AVAILABLE RECORDS: Begin

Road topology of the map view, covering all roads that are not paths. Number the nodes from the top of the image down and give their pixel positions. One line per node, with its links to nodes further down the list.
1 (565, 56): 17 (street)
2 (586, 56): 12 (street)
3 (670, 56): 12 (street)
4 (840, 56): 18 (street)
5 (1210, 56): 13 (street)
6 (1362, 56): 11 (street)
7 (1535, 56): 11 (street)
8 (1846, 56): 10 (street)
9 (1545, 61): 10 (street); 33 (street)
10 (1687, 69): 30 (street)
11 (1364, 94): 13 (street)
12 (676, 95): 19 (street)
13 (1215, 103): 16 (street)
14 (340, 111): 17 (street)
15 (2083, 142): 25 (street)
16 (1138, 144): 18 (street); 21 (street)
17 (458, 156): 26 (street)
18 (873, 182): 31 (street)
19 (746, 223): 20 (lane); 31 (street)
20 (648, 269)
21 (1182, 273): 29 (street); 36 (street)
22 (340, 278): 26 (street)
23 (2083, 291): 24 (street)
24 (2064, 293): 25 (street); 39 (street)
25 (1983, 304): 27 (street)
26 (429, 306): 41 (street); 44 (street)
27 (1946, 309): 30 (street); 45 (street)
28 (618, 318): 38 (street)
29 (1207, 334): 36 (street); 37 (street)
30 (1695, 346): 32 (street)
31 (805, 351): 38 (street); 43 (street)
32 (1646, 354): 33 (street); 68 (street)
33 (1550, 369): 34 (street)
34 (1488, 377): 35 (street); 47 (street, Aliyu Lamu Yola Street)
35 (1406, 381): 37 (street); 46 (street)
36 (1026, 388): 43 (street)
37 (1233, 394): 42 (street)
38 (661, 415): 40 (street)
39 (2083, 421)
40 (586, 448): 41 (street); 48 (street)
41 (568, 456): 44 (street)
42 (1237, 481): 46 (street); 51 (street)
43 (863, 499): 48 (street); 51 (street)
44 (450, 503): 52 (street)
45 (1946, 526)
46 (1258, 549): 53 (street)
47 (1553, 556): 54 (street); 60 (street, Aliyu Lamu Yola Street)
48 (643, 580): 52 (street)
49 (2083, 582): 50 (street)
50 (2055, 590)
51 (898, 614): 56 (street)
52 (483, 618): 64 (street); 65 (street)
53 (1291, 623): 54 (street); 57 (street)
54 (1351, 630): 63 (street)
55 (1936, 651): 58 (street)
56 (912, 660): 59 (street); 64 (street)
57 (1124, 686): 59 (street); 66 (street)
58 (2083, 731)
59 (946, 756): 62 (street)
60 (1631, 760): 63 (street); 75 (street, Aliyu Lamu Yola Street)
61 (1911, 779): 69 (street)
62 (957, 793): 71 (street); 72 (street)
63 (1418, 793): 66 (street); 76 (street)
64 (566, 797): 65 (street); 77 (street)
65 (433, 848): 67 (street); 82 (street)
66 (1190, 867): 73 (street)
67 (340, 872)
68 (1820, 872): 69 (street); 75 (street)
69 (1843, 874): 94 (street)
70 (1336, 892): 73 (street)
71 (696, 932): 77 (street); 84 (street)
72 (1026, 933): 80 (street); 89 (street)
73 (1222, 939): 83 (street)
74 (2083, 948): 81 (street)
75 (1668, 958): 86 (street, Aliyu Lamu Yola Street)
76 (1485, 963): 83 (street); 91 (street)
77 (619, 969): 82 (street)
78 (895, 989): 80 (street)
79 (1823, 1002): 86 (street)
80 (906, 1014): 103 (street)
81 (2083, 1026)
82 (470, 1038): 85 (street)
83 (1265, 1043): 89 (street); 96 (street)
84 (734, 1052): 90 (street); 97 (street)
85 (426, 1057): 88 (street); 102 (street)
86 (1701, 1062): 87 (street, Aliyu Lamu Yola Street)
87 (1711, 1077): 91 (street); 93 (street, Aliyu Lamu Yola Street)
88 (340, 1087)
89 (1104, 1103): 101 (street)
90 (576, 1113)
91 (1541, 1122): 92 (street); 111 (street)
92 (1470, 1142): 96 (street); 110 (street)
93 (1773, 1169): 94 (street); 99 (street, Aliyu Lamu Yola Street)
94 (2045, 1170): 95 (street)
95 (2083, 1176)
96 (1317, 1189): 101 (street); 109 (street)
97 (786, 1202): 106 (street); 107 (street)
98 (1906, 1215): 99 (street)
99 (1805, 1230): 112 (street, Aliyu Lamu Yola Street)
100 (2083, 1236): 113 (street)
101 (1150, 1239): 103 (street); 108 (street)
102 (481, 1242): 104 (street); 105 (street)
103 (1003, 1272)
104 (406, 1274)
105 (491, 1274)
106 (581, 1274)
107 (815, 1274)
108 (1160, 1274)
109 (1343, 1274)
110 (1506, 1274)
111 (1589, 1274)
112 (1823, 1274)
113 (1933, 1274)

AVAILABLE RECORDS: End

- [EXERCISE]: Could every entry be given again exactly, with no line skipped?

- [TASK SOLUTION]:
Road topology of the map view, covering all roads that are not paths. Number the nodes from the top of the image down and give their pixel positions. One line per node, with its links to nodes further down the list.
1 (565, 56): 17 (street)
2 (586, 56): 12 (street)
3 (670, 56): 12 (street)
4 (840, 56): 18 (street)
5 (1210, 56): 13 (street)
6 (1362, 56): 11 (street)
7 (1535, 56): 11 (street)
8 (1846, 56): 10 (street)
9 (1545, 61): 10 (street); 33 (street)
10 (1687, 69): 30 (street)
11 (1364, 94): 13 (street)
12 (676, 95): 19 (street)
13 (1215, 103): 16 (street)
14 (340, 111): 17 (street)
15 (2083, 142): 25 (street)
16 (1138, 144): 18 (street); 21 (street)
17 (458, 156): 26 (street)
18 (873, 182): 31 (street)
19 (746, 223): 20 (lane); 31 (street)
20 (648, 269)
21 (1182, 273): 29 (street); 36 (street)
22 (340, 278): 26 (street)
23 (2083, 291): 24 (street)
24 (2064, 293): 25 (street); 39 (street)
25 (1983, 304): 27 (street)
26 (429, 306): 41 (street); 44 (street)
27 (1946, 309): 30 (street); 45 (street)
28 (618, 318): 38 (street)
29 (1207, 334): 36 (street); 37 (street)
30 (1695, 346): 32 (street)
31 (805, 351): 38 (street); 43 (street)
32 (1646, 354): 33 (street); 68 (street)
33 (1550, 369): 34 (street)
34 (1488, 377): 35 (street); 47 (street, Aliyu Lamu Yola Street)
35 (1406, 381): 37 (street); 46 (street)
36 (1026, 388): 43 (street)
37 (1233, 394): 42 (street)
38 (661, 415): 40 (street)
39 (2083, 421)
40 (586, 448): 41 (street); 48 (street)
41 (568, 456): 44 (street)
42 (1237, 481): 46 (street); 51 (street)
43 (863, 499): 48 (street); 51 (street)
44 (450, 503): 52 (street)
45 (1946, 526)
46 (1258, 549): 53 (street)
47 (1553, 556): 54 (street); 60 (street, Aliyu Lamu Yola Street)
48 (643, 580): 52 (street)
49 (2083, 582): 50 (street)
50 (2055, 590)
51 (898, 614): 56 (street)
52 (483, 618): 64 (street); 65 (street)
53 (1291, 623): 54 (street); 57 (street)
54 (1351, 630): 63 (street)
55 (1936, 651): 58 (street)
56 (912, 660): 59 (street); 64 (street)
57 (1124, 686): 59 (street); 66 (street)
58 (2083, 731)
59 (946, 756): 62 (street)
60 (1631, 760): 63 (street); 75 (street, Aliyu Lamu Yola Street)
61 (1911, 779): 69 (street)
62 (957, 793): 71 (street); 72 (street)
63 (1418, 793): 66 (street); 76 (street)
64 (566, 797): 65 (street); 77 (street)
65 (433, 848): 67 (street); 82 (street)
66 (1190, 867): 73 (street)
67 (340, 872)
68 (1820, 872): 69 (street); 75 (street)
69 (1843, 874): 94 (street)
70 (1336, 892): 73 (street)
71 (696, 932): 77 (street); 84 (street)
72 (1026, 933): 80 (street); 89 (street)
73 (1222, 939): 83 (street)
74 (2083, 948): 81 (street)
75 (1668, 958): 86 (street, Aliyu Lamu Yola Street)
76 (1485, 963): 83 (street); 91 (street)
77 (619, 969): 82 (street)
78 (895, 989): 80 (street)
79 (1823, 1002): 86 (street)
80 (906, 1014): 103 (street)
81 (2083, 1026)
82 (470, 1038): 85 (street)
83 (1265, 1043): 89 (street); 96 (street)
84 (734, 1052): 90 (street); 97 (street)
85 (426, 1057): 88 (street); 102 (street)
86 (1701, 1062): 87 (street, Aliyu Lamu Yola Street)
87 (1711, 1077): 91 (street); 93 (street, Aliyu Lamu Yola Street)
88 (340, 1087)
89 (1104, 1103): 101 (street)
90 (576, 1113)
91 (1541, 1122): 92 (street); 111 (street)
92 (1470, 1142): 96 (street); 110 (street)
93 (1773, 1169): 94 (street); 99 (street, Aliyu Lamu Yola Street)
94 (2045, 1170): 95 (street)
95 (2083, 1176)
96 (1317, 1189): 101 (street); 109 (street)
97 (786, 1202): 106 (street); 107 (street)
98 (1906, 1215): 99 (street)
99 (1805, 1230): 112 (street, Aliyu Lamu Yola Street)
100 (2083, 1236): 113 (street)
101 (1150, 1239): 103 (street); 108 (street)
102 (481, 1242): 104 (street); 105 (street)
103 (1003, 1272)
104 (406, 1274)
105 (491, 1274)
106 (581, 1274)
107 (815, 1274)
108 (1160, 1274)
109 (1343, 1274)
110 (1506, 1274)
111 (1589, 1274)
112 (1823, 1274)
113 (1933, 1274)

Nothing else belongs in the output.